▶ **EXERCISE INSTRUCTIONS**
Make the copy match the entries below exactly, with no pictures carried over.

▶ **SOURCE MATERIAL**
##########

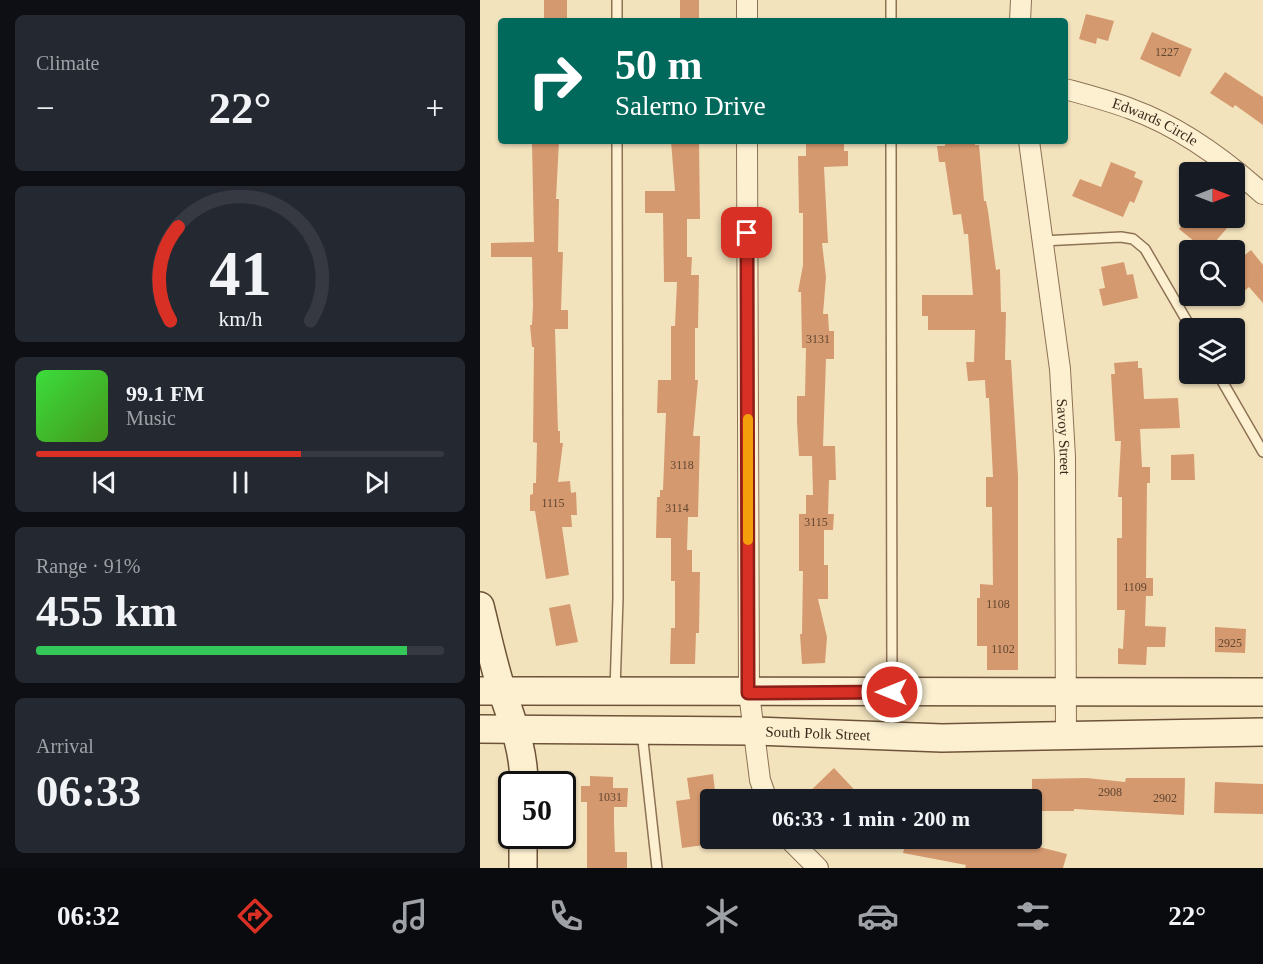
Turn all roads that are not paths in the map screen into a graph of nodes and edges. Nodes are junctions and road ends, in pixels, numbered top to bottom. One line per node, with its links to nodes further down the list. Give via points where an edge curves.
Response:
1 (617, 0): 5 (lane)
2 (747, 0): 6 (street)
3 (891, 0): 7 (lane)
4 (1021, 0): 8 (street)
5 (617, 18)
6 (747, 18)
7 (891, 18)
8 (1020, 18)
9 (1068, 90): 14 (street, Edwards Circle, via 1132,109 1165,125 1225,160)
10 (617, 144): 24 (lane)
11 (747, 144): 25 (street)
12 (891, 144): 21 (lane)
13 (1029, 144): 15 (street, Savoy Street)
14 (1263, 194)
15 (1042, 241): 16 (lane, via 1133,239 1145,249); 22 (street, Savoy Street, via 1060,369 1065,457)
16 (1185, 318)
17 (1224, 384): 18 (lane)
18 (1263, 452)
19 (480, 606): 20 (main road)
20 (491, 691): 24 (main road); 27 (main road)
21 (892, 692): 22 (main road); 25 (main road)
22 (1066, 692): 23 (main road); 31 (street, Savoy Street)
23 (1263, 692)
24 (615, 693): 25 (main road)
25 (748, 693): 29 (street)
26 (480, 729): 27 (main road, South Polk Street)
27 (517, 729): 28 (main road, South Polk Street); 32 (main road)
28 (642, 730): 29 (main road, South Polk Street); 37 (lane)
29 (754, 731): 31 (main road, South Polk Street, via 942,738); 33 (street)
30 (1263, 732): 31 (main road, South Polk Street)
31 (1066, 735)
32 (524, 771)
33 (763, 789)
34 (523, 849): 36 (main road)
35 (799, 849): 38 (street)
36 (523, 868)
37 (657, 868)
38 (818, 868)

##########

▶ **FINISHED TASK**
Turn all roads that are not paths in the map screen into a graph of nodes and edges. Nodes are junctions and road ends, in pixels, numbered top to bottom. One line per node, with its links to nodes further down the list. Give via points where an edge curves.
Response:
1 (617, 0): 5 (lane)
2 (747, 0): 6 (street)
3 (891, 0): 7 (lane)
4 (1021, 0): 8 (street)
5 (617, 18)
6 (747, 18)
7 (891, 18)
8 (1020, 18)
9 (1068, 90): 14 (street, Edwards Circle, via 1132,109 1165,125 1225,160)
10 (617, 144): 24 (lane)
11 (747, 144): 25 (street)
12 (891, 144): 21 (lane)
13 (1029, 144): 15 (street, Savoy Street)
14 (1263, 194)
15 (1042, 241): 16 (lane, via 1133,239 1145,249); 22 (street, Savoy Street, via 1060,369 1065,457)
16 (1185, 318)
17 (1224, 384): 18 (lane)
18 (1263, 452)
19 (480, 606): 20 (main road)
20 (491, 691): 24 (main road); 27 (main road)
21 (892, 692): 22 (main road); 25 (main road)
22 (1066, 692): 23 (main road); 31 (street, Savoy Street)
23 (1263, 692)
24 (615, 693): 25 (main road)
25 (748, 693): 29 (street)
26 (480, 729): 27 (main road, South Polk Street)
27 (517, 729): 28 (main road, South Polk Street); 32 (main road)
28 (642, 730): 29 (main road, South Polk Street); 37 (lane)
29 (754, 731): 31 (main road, South Polk Street, via 942,738); 33 (street)
30 (1263, 732): 31 (main road, South Polk Street)
31 (1066, 735)
32 (524, 771)
33 (763, 789)
34 (523, 849): 36 (main road)
35 (799, 849): 38 (street)
36 (523, 868)
37 (657, 868)
38 (818, 868)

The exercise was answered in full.